> [TASK REQUIREMENTS]: All of the records below should be output exactly.

> [Items listed in a dataset]:
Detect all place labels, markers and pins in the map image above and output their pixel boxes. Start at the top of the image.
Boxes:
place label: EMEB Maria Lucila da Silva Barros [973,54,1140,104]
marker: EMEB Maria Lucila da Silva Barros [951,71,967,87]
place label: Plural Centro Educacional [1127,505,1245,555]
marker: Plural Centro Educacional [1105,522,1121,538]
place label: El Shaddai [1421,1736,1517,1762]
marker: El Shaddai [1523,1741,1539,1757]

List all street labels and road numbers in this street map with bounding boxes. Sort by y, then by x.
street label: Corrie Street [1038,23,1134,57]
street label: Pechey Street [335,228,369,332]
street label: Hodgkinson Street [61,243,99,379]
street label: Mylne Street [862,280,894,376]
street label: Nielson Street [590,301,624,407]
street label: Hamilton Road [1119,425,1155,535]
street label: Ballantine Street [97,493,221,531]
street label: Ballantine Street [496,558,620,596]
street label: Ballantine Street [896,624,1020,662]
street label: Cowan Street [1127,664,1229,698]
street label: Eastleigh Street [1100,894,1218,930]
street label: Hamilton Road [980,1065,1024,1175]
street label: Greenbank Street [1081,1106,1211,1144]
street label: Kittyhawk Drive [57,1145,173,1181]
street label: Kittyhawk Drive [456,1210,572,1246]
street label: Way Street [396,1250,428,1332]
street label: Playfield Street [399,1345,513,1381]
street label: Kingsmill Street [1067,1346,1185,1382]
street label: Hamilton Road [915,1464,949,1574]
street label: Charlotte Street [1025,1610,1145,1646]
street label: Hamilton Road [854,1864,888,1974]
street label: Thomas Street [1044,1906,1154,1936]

> [REPLY TO THE EXERCISE]:
Detect all place labels, markers and pins in the map image above and output their pixel boxes. Start at the top of the image.
Boxes:
place label: EMEB Maria Lucila da Silva Barros [973,54,1140,104]
marker: EMEB Maria Lucila da Silva Barros [951,71,967,87]
place label: Plural Centro Educacional [1127,505,1245,555]
marker: Plural Centro Educacional [1105,522,1121,538]
place label: El Shaddai [1421,1736,1517,1762]
marker: El Shaddai [1523,1741,1539,1757]

List all street labels and road numbers in this street map with bounding boxes. Sort by y, then by x.
street label: Corrie Street [1038,23,1134,57]
street label: Pechey Street [335,228,369,332]
street label: Hodgkinson Street [61,243,99,379]
street label: Mylne Street [862,280,894,376]
street label: Nielson Street [590,301,624,407]
street label: Hamilton Road [1119,425,1155,535]
street label: Ballantine Street [97,493,221,531]
street label: Ballantine Street [496,558,620,596]
street label: Ballantine Street [896,624,1020,662]
street label: Cowan Street [1127,664,1229,698]
street label: Eastleigh Street [1100,894,1218,930]
street label: Hamilton Road [980,1065,1024,1175]
street label: Greenbank Street [1081,1106,1211,1144]
street label: Kittyhawk Drive [57,1145,173,1181]
street label: Kittyhawk Drive [456,1210,572,1246]
street label: Way Street [396,1250,428,1332]
street label: Playfield Street [399,1345,513,1381]
street label: Kingsmill Street [1067,1346,1185,1382]
street label: Hamilton Road [915,1464,949,1574]
street label: Charlotte Street [1025,1610,1145,1646]
street label: Hamilton Road [854,1864,888,1974]
street label: Thomas Street [1044,1906,1154,1936]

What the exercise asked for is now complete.